__THE PROBLEM__: Give the entries again exactly, every one of them.

_____

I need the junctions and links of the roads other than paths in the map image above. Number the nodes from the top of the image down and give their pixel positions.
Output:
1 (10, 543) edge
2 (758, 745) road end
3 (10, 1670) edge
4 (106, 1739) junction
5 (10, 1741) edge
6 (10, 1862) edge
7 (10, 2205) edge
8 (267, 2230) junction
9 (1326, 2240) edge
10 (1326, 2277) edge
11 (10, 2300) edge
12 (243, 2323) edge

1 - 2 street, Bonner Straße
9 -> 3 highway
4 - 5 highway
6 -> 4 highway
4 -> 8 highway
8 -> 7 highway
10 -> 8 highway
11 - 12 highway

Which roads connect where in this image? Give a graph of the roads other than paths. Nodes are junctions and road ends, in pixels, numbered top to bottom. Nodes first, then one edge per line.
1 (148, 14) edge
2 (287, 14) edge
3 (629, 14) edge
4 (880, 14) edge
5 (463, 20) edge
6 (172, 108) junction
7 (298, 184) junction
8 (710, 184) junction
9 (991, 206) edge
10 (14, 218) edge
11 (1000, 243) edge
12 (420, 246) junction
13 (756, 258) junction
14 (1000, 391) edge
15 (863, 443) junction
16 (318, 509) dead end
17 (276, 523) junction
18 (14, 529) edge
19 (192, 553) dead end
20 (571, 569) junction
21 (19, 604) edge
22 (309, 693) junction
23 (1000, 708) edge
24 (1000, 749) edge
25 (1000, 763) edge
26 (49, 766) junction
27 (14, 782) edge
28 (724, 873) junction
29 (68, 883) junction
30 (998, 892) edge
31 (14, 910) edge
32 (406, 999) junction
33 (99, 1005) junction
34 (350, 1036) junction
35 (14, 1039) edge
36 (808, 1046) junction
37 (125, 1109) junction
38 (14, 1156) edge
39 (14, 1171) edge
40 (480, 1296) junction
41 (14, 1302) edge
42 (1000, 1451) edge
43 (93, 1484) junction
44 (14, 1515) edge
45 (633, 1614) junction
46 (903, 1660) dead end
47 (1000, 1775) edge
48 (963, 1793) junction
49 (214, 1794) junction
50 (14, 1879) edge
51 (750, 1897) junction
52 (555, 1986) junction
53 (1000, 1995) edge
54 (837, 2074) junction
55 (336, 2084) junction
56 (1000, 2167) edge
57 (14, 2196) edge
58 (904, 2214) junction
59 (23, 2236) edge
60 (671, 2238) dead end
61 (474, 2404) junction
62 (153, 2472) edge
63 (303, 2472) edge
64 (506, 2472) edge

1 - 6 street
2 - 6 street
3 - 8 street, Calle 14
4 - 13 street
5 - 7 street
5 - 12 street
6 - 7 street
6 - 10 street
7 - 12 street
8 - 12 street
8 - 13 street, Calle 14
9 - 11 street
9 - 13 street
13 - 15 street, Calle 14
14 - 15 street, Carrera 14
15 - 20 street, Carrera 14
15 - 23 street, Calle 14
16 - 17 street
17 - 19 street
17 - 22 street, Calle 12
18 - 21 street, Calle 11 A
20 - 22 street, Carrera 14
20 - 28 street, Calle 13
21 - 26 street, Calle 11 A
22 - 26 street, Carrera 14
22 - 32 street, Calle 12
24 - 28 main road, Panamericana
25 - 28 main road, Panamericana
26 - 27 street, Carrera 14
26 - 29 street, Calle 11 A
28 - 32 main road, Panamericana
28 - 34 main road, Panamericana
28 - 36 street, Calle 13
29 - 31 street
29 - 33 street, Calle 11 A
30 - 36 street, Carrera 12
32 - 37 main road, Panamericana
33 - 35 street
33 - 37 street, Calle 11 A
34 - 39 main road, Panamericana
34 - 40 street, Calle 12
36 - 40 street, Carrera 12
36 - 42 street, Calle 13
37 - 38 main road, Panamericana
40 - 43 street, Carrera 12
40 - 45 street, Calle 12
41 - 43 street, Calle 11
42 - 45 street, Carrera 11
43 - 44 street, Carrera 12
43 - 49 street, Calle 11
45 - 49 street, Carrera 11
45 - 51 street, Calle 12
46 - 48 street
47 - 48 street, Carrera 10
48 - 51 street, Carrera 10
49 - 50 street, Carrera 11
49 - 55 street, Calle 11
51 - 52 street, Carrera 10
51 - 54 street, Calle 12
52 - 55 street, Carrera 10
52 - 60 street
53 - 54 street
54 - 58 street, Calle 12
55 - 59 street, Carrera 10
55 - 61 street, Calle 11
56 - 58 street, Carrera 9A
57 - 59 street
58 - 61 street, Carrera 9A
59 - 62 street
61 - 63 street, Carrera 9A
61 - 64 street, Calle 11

_____

__REPLY TO THE TASK__:
I need the junctions and links of the roads other than paths in the map image above. Number the nodes from the top of the image down and give their pixel positions.
Output:
1 (10, 543) edge
2 (758, 745) road end
3 (10, 1670) edge
4 (106, 1739) junction
5 (10, 1741) edge
6 (10, 1862) edge
7 (10, 2205) edge
8 (267, 2230) junction
9 (1326, 2240) edge
10 (1326, 2277) edge
11 (10, 2300) edge
12 (243, 2323) edge

1 - 2 street, Bonner Straße
9 -> 3 highway
4 - 5 highway
6 -> 4 highway
4 -> 8 highway
8 -> 7 highway
10 -> 8 highway
11 - 12 highway

Which roads connect where in this image? Give a graph of the roads other than paths. Nodes are junctions and road ends, in pixels, numbered top to bottom. Nodes first, then one edge per line.
1 (148, 14) edge
2 (287, 14) edge
3 (629, 14) edge
4 (880, 14) edge
5 (463, 20) edge
6 (172, 108) junction
7 (298, 184) junction
8 (710, 184) junction
9 (991, 206) edge
10 (14, 218) edge
11 (1000, 243) edge
12 (420, 246) junction
13 (756, 258) junction
14 (1000, 391) edge
15 (863, 443) junction
16 (318, 509) dead end
17 (276, 523) junction
18 (14, 529) edge
19 (192, 553) dead end
20 (571, 569) junction
21 (19, 604) edge
22 (309, 693) junction
23 (1000, 708) edge
24 (1000, 749) edge
25 (1000, 763) edge
26 (49, 766) junction
27 (14, 782) edge
28 (724, 873) junction
29 (68, 883) junction
30 (998, 892) edge
31 (14, 910) edge
32 (406, 999) junction
33 (99, 1005) junction
34 (350, 1036) junction
35 (14, 1039) edge
36 (808, 1046) junction
37 (125, 1109) junction
38 (14, 1156) edge
39 (14, 1171) edge
40 (480, 1296) junction
41 (14, 1302) edge
42 (1000, 1451) edge
43 (93, 1484) junction
44 (14, 1515) edge
45 (633, 1614) junction
46 (903, 1660) dead end
47 (1000, 1775) edge
48 (963, 1793) junction
49 (214, 1794) junction
50 (14, 1879) edge
51 (750, 1897) junction
52 (555, 1986) junction
53 (1000, 1995) edge
54 (837, 2074) junction
55 (336, 2084) junction
56 (1000, 2167) edge
57 (14, 2196) edge
58 (904, 2214) junction
59 (23, 2236) edge
60 (671, 2238) dead end
61 (474, 2404) junction
62 (153, 2472) edge
63 (303, 2472) edge
64 (506, 2472) edge

1 - 6 street
2 - 6 street
3 - 8 street, Calle 14
4 - 13 street
5 - 7 street
5 - 12 street
6 - 7 street
6 - 10 street
7 - 12 street
8 - 12 street
8 - 13 street, Calle 14
9 - 11 street
9 - 13 street
13 - 15 street, Calle 14
14 - 15 street, Carrera 14
15 - 20 street, Carrera 14
15 - 23 street, Calle 14
16 - 17 street
17 - 19 street
17 - 22 street, Calle 12
18 - 21 street, Calle 11 A
20 - 22 street, Carrera 14
20 - 28 street, Calle 13
21 - 26 street, Calle 11 A
22 - 26 street, Carrera 14
22 - 32 street, Calle 12
24 - 28 main road, Panamericana
25 - 28 main road, Panamericana
26 - 27 street, Carrera 14
26 - 29 street, Calle 11 A
28 - 32 main road, Panamericana
28 - 34 main road, Panamericana
28 - 36 street, Calle 13
29 - 31 street
29 - 33 street, Calle 11 A
30 - 36 street, Carrera 12
32 - 37 main road, Panamericana
33 - 35 street
33 - 37 street, Calle 11 A
34 - 39 main road, Panamericana
34 - 40 street, Calle 12
36 - 40 street, Carrera 12
36 - 42 street, Calle 13
37 - 38 main road, Panamericana
40 - 43 street, Carrera 12
40 - 45 street, Calle 12
41 - 43 street, Calle 11
42 - 45 street, Carrera 11
43 - 44 street, Carrera 12
43 - 49 street, Calle 11
45 - 49 street, Carrera 11
45 - 51 street, Calle 12
46 - 48 street
47 - 48 street, Carrera 10
48 - 51 street, Carrera 10
49 - 50 street, Carrera 11
49 - 55 street, Calle 11
51 - 52 street, Carrera 10
51 - 54 street, Calle 12
52 - 55 street, Carrera 10
52 - 60 street
53 - 54 street
54 - 58 street, Calle 12
55 - 59 street, Carrera 10
55 - 61 street, Calle 11
56 - 58 street, Carrera 9A
57 - 59 street
58 - 61 street, Carrera 9A
59 - 62 street
61 - 63 street, Carrera 9A
61 - 64 street, Calle 11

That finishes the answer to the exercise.